Because the entries hold pictures, reproduce only their words, exactly as written.

Records excerpted from a collection:
--- START ---

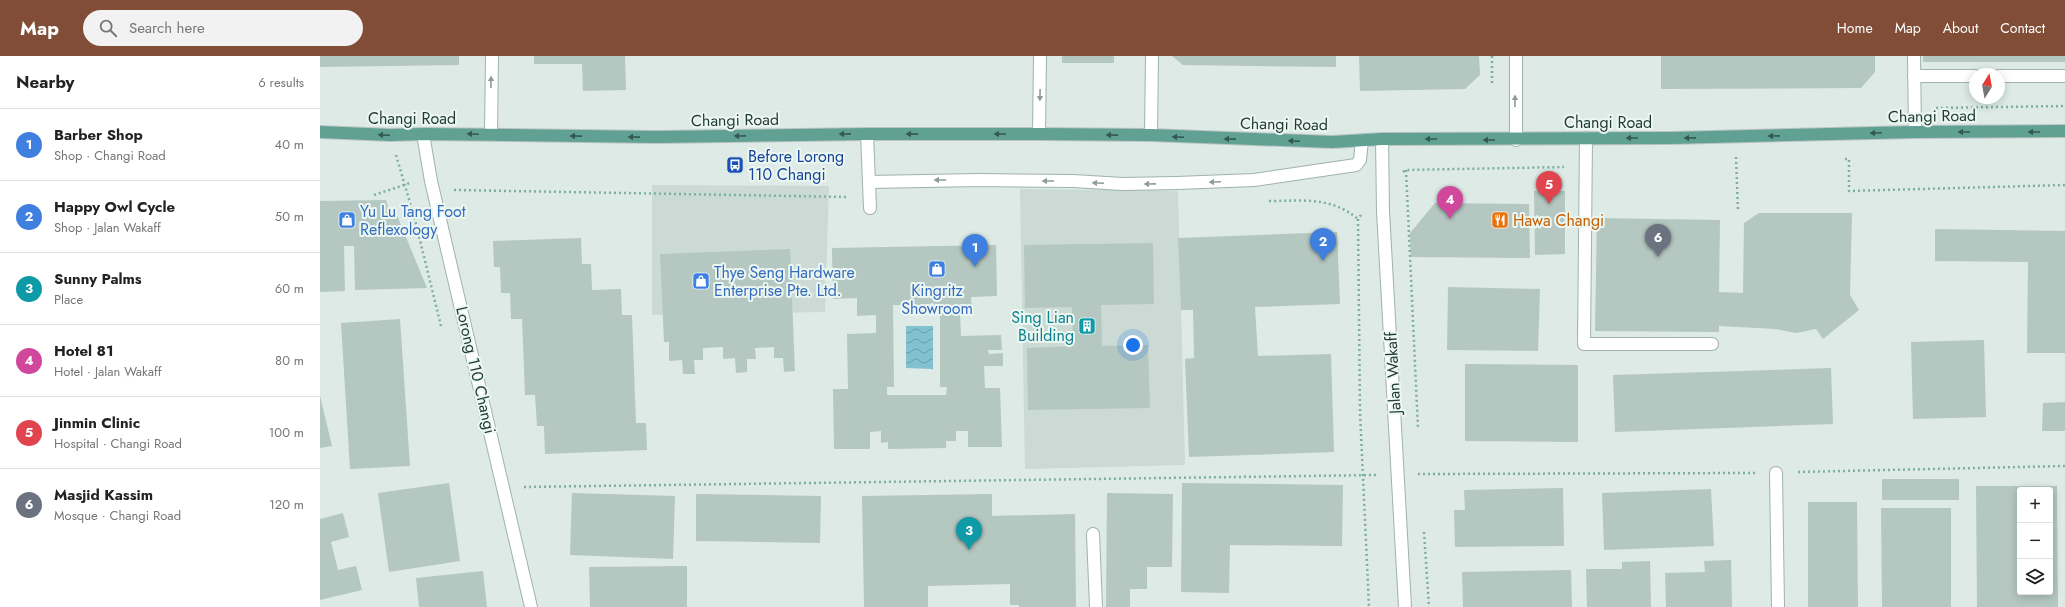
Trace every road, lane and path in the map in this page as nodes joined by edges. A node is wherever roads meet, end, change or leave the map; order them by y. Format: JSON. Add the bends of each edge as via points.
{"nodes":[{"id":1,"x":492,"y":56,"type":"edge"},
{"id":2,"x":1040,"y":56,"type":"edge"},
{"id":3,"x":1152,"y":56,"type":"edge"},
{"id":4,"x":1492,"y":56,"type":"edge"},
{"id":5,"x":1516,"y":56,"type":"edge"},
{"id":6,"x":1914,"y":56,"type":"edge"},
{"id":7,"x":1914,"y":76,"type":"junction"},
{"id":8,"x":1969,"y":76,"type":"edge"},
{"id":9,"x":2005,"y":76,"type":"edge"},
{"id":10,"x":2065,"y":76,"type":"edge"},
{"id":11,"x":1492,"y":85,"type":"dead end"},
{"id":12,"x":2065,"y":106,"type":"edge"},
{"id":13,"x":1915,"y":109,"type":"junction"},
{"id":14,"x":2065,"y":131,"type":"edge"},
{"id":15,"x":320,"y":132,"type":"edge"},
{"id":16,"x":1915,"y":132,"type":"junction"},
{"id":17,"x":423,"y":134,"type":"junction"},
{"id":18,"x":867,"y":134,"type":"junction"},
{"id":19,"x":1039,"y":134,"type":"junction"},
{"id":20,"x":491,"y":135,"type":"junction"},
{"id":21,"x":1151,"y":135,"type":"junction"},
{"id":22,"x":1736,"y":137,"type":"junction"},
{"id":23,"x":1562,"y":138,"type":"junction"},
{"id":24,"x":1586,"y":138,"type":"junction"},
{"id":25,"x":1382,"y":139,"type":"junction"},
{"id":26,"x":1362,"y":140,"type":"junction"},
{"id":27,"x":1516,"y":140,"type":"junction"},
{"id":28,"x":1845,"y":159,"type":"dead end"},
{"id":29,"x":1406,"y":170,"type":"junction"},
{"id":30,"x":431,"y":180,"type":"junction"},
{"id":31,"x":869,"y":182,"type":"junction"},
{"id":32,"x":1384,"y":184,"type":"junction"},
{"id":33,"x":2065,"y":185,"type":"edge"},
{"id":34,"x":374,"y":195,"type":"dead end"},
{"id":35,"x":870,"y":208,"type":"dead end"},
{"id":36,"x":1738,"y":211,"type":"dead end"},
{"id":37,"x":1362,"y":213,"type":"dead end"},
{"id":38,"x":1712,"y":344,"type":"dead end"},
{"id":39,"x":1419,"y":435,"type":"dead end"},
{"id":40,"x":2065,"y":466,"type":"edge"},
{"id":41,"x":1420,"y":467,"type":"dead end"},
{"id":42,"x":1776,"y":473,"type":"junction"},
{"id":43,"x":1398,"y":474,"type":"junction"},
{"id":44,"x":1420,"y":474,"type":"junction"},
{"id":45,"x":1362,"y":475,"type":"junction"},
{"id":46,"x":1421,"y":482,"type":"dead end"},
{"id":47,"x":504,"y":488,"type":"junction"},
{"id":48,"x":1424,"y":529,"type":"dead end"},
{"id":49,"x":1093,"y":534,"type":"dead end"},
{"id":50,"x":531,"y":607,"type":"edge"},
{"id":51,"x":1096,"y":607,"type":"edge"},
{"id":52,"x":1369,"y":607,"type":"edge"},
{"id":53,"x":1405,"y":607,"type":"edge"},
{"id":54,"x":1429,"y":607,"type":"edge"},
{"id":55,"x":1778,"y":607,"type":"edge"}],
"edges":[{"from":20,"to":1,"type":"street","one_way":true},
{"from":2,"to":19,"type":"street","one_way":true},
{"from":3,"to":21,"type":"street"},
{"from":4,"to":11,"type":"path"},
{"from":27,"to":5,"type":"street","one_way":true},
{"from":6,"to":7,"type":"street"},
{"from":7,"to":8,"type":"street"},
{"from":7,"to":13,"type":"street"},
{"from":9,"to":10,"type":"street"},
{"from":12,"to":13,"type":"path"},
{"from":13,"to":16,"type":"street"},
{"from":14,"to":16,"type":"main road","name":"Changi Road","one_way":true},
{"from":17,"to":15,"type":"main road","name":"Changi Road","one_way":true},
{"from":16,"to":22,"type":"main road","name":"Changi Road","one_way":true},
{"from":20,"to":17,"type":"main road","name":"Changi Road","one_way":true},
{"from":17,"to":30,"type":"street","name":"Lorong 110 Changi"},
{"from":19,"to":18,"type":"main road","name":"Changi Road","one_way":true},
{"from":18,"to":20,"type":"main road","name":"Changi Road","one_way":true,"via":[[657,137]]},
{"from":18,"to":31,"type":"street"},
{"from":21,"to":19,"type":"main road","name":"Changi Road","one_way":true},
{"from":26,"to":21,"type":"main road","name":"Changi Road","one_way":true,"via":[[1332,142]]},
{"from":22,"to":24,"type":"main road","name":"Changi Road","one_way":true},
{"from":22,"to":36,"type":"path"},
{"from":23,"to":24,"type":"main road","name":"Changi Road"},
{"from":23,"to":27,"type":"main road","name":"Changi Road"},
{"from":23,"to":29,"type":"path","via":[[1564,169]]},
{"from":24,"to":38,"type":"street","via":[[1584,344]]},
{"from":25,"to":26,"type":"main road","name":"Changi Road"},
{"from":27,"to":25,"type":"main road","name":"Changi Road","one_way":true},
{"from":25,"to":32,"type":"street","name":"Jalan Wakaff"},
{"from":26,"to":31,"type":"street","one_way":true,"via":[[1360,160],[1356,165],[1254,180],[1123,184],[1010,180]]},
{"from":28,"to":33,"type":"path","via":[[1849,159],[1849,191]]},
{"from":29,"to":32,"type":"path"},
{"from":29,"to":39,"type":"path"},
{"from":30,"to":34,"type":"path","via":[[405,184]]},
{"from":30,"to":47,"type":"street","name":"Lorong 110 Changi"},
{"from":31,"to":35,"type":"street"},
{"from":32,"to":43,"type":"street","name":"Jalan Wakaff","via":[[1383,211]]},
{"from":37,"to":45,"type":"path","via":[[1358,219]]},
{"from":40,"to":42,"type":"path"},
{"from":41,"to":44,"type":"path"},
{"from":42,"to":44,"type":"path"},
{"from":42,"to":55,"type":"street"},
{"from":43,"to":44,"type":"path"},
{"from":43,"to":45,"type":"path"},
{"from":43,"to":53,"type":"street","name":"Jalan Wakaff"},
{"from":44,"to":46,"type":"path"},
{"from":45,"to":47,"type":"path"},
{"from":45,"to":52,"type":"path"},
{"from":47,"to":50,"type":"street","name":"Lorong 110 Changi"},
{"from":48,"to":54,"type":"path"},
{"from":49,"to":51,"type":"street"}]}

--- END ---

Result of this exercise ->
Trace every road, lane and path in the map in this page as nodes joined by edges. A node is wherever roads meet, end, change or leave the map; order them by y. Format: JSON. Add the bends of each edge as via points.
{"nodes":[{"id":1,"x":492,"y":56,"type":"edge"},
{"id":2,"x":1040,"y":56,"type":"edge"},
{"id":3,"x":1152,"y":56,"type":"edge"},
{"id":4,"x":1492,"y":56,"type":"edge"},
{"id":5,"x":1516,"y":56,"type":"edge"},
{"id":6,"x":1914,"y":56,"type":"edge"},
{"id":7,"x":1914,"y":76,"type":"junction"},
{"id":8,"x":1969,"y":76,"type":"edge"},
{"id":9,"x":2005,"y":76,"type":"edge"},
{"id":10,"x":2065,"y":76,"type":"edge"},
{"id":11,"x":1492,"y":85,"type":"dead end"},
{"id":12,"x":2065,"y":106,"type":"edge"},
{"id":13,"x":1915,"y":109,"type":"junction"},
{"id":14,"x":2065,"y":131,"type":"edge"},
{"id":15,"x":320,"y":132,"type":"edge"},
{"id":16,"x":1915,"y":132,"type":"junction"},
{"id":17,"x":423,"y":134,"type":"junction"},
{"id":18,"x":867,"y":134,"type":"junction"},
{"id":19,"x":1039,"y":134,"type":"junction"},
{"id":20,"x":491,"y":135,"type":"junction"},
{"id":21,"x":1151,"y":135,"type":"junction"},
{"id":22,"x":1736,"y":137,"type":"junction"},
{"id":23,"x":1562,"y":138,"type":"junction"},
{"id":24,"x":1586,"y":138,"type":"junction"},
{"id":25,"x":1382,"y":139,"type":"junction"},
{"id":26,"x":1362,"y":140,"type":"junction"},
{"id":27,"x":1516,"y":140,"type":"junction"},
{"id":28,"x":1845,"y":159,"type":"dead end"},
{"id":29,"x":1406,"y":170,"type":"junction"},
{"id":30,"x":431,"y":180,"type":"junction"},
{"id":31,"x":869,"y":182,"type":"junction"},
{"id":32,"x":1384,"y":184,"type":"junction"},
{"id":33,"x":2065,"y":185,"type":"edge"},
{"id":34,"x":374,"y":195,"type":"dead end"},
{"id":35,"x":870,"y":208,"type":"dead end"},
{"id":36,"x":1738,"y":211,"type":"dead end"},
{"id":37,"x":1362,"y":213,"type":"dead end"},
{"id":38,"x":1712,"y":344,"type":"dead end"},
{"id":39,"x":1419,"y":435,"type":"dead end"},
{"id":40,"x":2065,"y":466,"type":"edge"},
{"id":41,"x":1420,"y":467,"type":"dead end"},
{"id":42,"x":1776,"y":473,"type":"junction"},
{"id":43,"x":1398,"y":474,"type":"junction"},
{"id":44,"x":1420,"y":474,"type":"junction"},
{"id":45,"x":1362,"y":475,"type":"junction"},
{"id":46,"x":1421,"y":482,"type":"dead end"},
{"id":47,"x":504,"y":488,"type":"junction"},
{"id":48,"x":1424,"y":529,"type":"dead end"},
{"id":49,"x":1093,"y":534,"type":"dead end"},
{"id":50,"x":531,"y":607,"type":"edge"},
{"id":51,"x":1096,"y":607,"type":"edge"},
{"id":52,"x":1369,"y":607,"type":"edge"},
{"id":53,"x":1405,"y":607,"type":"edge"},
{"id":54,"x":1429,"y":607,"type":"edge"},
{"id":55,"x":1778,"y":607,"type":"edge"}],
"edges":[{"from":20,"to":1,"type":"street","one_way":true},
{"from":2,"to":19,"type":"street","one_way":true},
{"from":3,"to":21,"type":"street"},
{"from":4,"to":11,"type":"path"},
{"from":27,"to":5,"type":"street","one_way":true},
{"from":6,"to":7,"type":"street"},
{"from":7,"to":8,"type":"street"},
{"from":7,"to":13,"type":"street"},
{"from":9,"to":10,"type":"street"},
{"from":12,"to":13,"type":"path"},
{"from":13,"to":16,"type":"street"},
{"from":14,"to":16,"type":"main road","name":"Changi Road","one_way":true},
{"from":17,"to":15,"type":"main road","name":"Changi Road","one_way":true},
{"from":16,"to":22,"type":"main road","name":"Changi Road","one_way":true},
{"from":20,"to":17,"type":"main road","name":"Changi Road","one_way":true},
{"from":17,"to":30,"type":"street","name":"Lorong 110 Changi"},
{"from":19,"to":18,"type":"main road","name":"Changi Road","one_way":true},
{"from":18,"to":20,"type":"main road","name":"Changi Road","one_way":true,"via":[[657,137]]},
{"from":18,"to":31,"type":"street"},
{"from":21,"to":19,"type":"main road","name":"Changi Road","one_way":true},
{"from":26,"to":21,"type":"main road","name":"Changi Road","one_way":true,"via":[[1332,142]]},
{"from":22,"to":24,"type":"main road","name":"Changi Road","one_way":true},
{"from":22,"to":36,"type":"path"},
{"from":23,"to":24,"type":"main road","name":"Changi Road"},
{"from":23,"to":27,"type":"main road","name":"Changi Road"},
{"from":23,"to":29,"type":"path","via":[[1564,169]]},
{"from":24,"to":38,"type":"street","via":[[1584,344]]},
{"from":25,"to":26,"type":"main road","name":"Changi Road"},
{"from":27,"to":25,"type":"main road","name":"Changi Road","one_way":true},
{"from":25,"to":32,"type":"street","name":"Jalan Wakaff"},
{"from":26,"to":31,"type":"street","one_way":true,"via":[[1360,160],[1356,165],[1254,180],[1123,184],[1010,180]]},
{"from":28,"to":33,"type":"path","via":[[1849,159],[1849,191]]},
{"from":29,"to":32,"type":"path"},
{"from":29,"to":39,"type":"path"},
{"from":30,"to":34,"type":"path","via":[[405,184]]},
{"from":30,"to":47,"type":"street","name":"Lorong 110 Changi"},
{"from":31,"to":35,"type":"street"},
{"from":32,"to":43,"type":"street","name":"Jalan Wakaff","via":[[1383,211]]},
{"from":37,"to":45,"type":"path","via":[[1358,219]]},
{"from":40,"to":42,"type":"path"},
{"from":41,"to":44,"type":"path"},
{"from":42,"to":44,"type":"path"},
{"from":42,"to":55,"type":"street"},
{"from":43,"to":44,"type":"path"},
{"from":43,"to":45,"type":"path"},
{"from":43,"to":53,"type":"street","name":"Jalan Wakaff"},
{"from":44,"to":46,"type":"path"},
{"from":45,"to":47,"type":"path"},
{"from":45,"to":52,"type":"path"},
{"from":47,"to":50,"type":"street","name":"Lorong 110 Changi"},
{"from":48,"to":54,"type":"path"},
{"from":49,"to":51,"type":"street"}]}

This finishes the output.